What this task involves →
Looking through the records below, please work out how many lines contain "bridge". Give only that number.

Source data →
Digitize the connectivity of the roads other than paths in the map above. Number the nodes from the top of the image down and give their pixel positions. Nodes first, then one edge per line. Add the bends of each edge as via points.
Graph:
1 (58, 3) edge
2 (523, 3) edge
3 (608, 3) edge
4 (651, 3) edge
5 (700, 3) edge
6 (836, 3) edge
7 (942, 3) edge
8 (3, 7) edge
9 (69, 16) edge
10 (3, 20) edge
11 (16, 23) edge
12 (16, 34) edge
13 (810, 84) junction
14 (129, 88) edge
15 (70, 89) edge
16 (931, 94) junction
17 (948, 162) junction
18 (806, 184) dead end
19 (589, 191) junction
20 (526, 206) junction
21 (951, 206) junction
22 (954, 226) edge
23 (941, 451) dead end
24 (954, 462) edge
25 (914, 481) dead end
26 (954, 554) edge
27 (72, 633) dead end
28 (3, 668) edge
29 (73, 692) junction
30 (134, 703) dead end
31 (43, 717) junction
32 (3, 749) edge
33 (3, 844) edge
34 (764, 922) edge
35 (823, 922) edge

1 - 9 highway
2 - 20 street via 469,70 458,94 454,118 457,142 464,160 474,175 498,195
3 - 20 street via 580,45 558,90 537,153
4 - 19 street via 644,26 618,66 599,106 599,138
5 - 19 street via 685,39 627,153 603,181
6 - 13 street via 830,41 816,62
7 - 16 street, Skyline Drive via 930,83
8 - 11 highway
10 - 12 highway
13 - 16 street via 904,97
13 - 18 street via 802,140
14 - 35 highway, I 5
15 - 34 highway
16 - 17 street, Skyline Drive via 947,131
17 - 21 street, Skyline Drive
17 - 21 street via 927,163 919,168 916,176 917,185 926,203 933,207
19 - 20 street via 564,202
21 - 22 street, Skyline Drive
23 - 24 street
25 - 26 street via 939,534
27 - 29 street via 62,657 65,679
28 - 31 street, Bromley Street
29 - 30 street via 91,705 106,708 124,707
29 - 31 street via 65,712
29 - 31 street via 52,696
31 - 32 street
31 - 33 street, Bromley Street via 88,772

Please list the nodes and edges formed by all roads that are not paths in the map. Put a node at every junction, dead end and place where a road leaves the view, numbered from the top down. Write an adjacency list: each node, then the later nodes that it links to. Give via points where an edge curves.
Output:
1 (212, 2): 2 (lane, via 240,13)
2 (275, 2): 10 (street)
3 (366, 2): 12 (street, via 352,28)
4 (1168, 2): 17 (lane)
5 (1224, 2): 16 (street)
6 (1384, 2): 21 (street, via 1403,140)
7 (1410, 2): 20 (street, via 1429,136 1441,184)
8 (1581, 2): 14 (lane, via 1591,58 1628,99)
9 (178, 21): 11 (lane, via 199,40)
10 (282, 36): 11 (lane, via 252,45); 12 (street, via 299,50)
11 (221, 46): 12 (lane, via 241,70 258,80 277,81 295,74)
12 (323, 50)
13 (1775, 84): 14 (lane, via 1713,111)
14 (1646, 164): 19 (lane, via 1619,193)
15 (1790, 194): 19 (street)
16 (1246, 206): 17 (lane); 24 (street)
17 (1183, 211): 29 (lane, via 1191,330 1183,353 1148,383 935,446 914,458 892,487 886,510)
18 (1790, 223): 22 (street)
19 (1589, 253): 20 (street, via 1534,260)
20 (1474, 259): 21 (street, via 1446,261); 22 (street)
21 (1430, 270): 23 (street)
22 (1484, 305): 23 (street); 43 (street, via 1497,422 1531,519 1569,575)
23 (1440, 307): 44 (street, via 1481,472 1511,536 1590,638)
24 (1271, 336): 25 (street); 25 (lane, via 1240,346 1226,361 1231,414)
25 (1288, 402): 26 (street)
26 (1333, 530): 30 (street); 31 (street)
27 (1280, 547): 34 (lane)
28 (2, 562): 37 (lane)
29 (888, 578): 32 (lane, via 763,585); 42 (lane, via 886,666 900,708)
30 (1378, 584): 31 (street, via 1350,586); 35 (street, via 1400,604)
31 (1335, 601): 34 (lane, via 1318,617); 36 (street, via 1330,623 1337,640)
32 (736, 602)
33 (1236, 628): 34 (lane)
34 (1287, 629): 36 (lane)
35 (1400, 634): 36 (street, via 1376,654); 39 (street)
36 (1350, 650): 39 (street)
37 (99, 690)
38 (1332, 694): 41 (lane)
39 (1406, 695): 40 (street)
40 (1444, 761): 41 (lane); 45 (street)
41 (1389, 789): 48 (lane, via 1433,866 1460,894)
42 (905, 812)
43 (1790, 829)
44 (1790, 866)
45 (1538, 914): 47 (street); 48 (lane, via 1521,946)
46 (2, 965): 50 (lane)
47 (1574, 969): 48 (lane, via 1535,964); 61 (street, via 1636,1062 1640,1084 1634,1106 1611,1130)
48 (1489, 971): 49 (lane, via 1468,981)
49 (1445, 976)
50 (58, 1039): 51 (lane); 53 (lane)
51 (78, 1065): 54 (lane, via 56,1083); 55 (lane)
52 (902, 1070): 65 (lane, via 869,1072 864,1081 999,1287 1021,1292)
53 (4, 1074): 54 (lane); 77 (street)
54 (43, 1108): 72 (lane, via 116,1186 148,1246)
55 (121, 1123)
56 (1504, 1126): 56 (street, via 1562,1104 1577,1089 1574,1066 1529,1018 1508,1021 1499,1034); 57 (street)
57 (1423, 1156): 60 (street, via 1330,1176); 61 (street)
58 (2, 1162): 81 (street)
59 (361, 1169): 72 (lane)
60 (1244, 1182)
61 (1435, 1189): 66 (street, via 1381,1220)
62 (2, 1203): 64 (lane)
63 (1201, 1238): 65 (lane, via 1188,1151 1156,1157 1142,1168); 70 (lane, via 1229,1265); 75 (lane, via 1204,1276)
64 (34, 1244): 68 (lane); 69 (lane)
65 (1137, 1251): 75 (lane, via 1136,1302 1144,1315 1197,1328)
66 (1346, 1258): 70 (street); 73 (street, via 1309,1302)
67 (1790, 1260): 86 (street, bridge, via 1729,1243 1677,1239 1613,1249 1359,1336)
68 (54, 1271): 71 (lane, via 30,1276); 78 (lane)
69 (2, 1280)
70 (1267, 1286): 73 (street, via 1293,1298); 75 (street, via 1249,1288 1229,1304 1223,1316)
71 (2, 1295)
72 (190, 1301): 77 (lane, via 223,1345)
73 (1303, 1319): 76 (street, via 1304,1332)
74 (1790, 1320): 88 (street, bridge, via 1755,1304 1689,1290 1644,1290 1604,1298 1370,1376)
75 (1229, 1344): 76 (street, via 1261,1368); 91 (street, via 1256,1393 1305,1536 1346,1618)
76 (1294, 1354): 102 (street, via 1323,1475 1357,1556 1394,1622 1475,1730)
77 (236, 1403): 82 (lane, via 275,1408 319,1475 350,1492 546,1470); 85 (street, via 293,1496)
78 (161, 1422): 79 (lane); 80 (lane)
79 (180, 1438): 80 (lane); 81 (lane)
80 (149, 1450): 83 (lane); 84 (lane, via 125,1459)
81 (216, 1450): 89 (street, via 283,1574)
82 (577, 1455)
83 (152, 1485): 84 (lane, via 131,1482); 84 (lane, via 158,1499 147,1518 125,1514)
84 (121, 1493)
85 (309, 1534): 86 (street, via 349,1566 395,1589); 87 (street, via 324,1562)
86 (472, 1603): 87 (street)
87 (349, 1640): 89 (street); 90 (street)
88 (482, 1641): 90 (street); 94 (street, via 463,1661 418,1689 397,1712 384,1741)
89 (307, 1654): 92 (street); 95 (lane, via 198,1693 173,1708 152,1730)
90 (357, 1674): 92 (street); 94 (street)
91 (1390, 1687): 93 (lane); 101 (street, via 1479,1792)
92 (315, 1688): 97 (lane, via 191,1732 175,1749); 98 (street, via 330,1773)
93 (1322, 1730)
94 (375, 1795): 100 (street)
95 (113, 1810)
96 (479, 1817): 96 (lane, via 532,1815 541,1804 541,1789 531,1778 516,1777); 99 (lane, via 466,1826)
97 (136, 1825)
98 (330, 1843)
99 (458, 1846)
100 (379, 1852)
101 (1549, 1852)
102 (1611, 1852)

Answer for this exercise →
2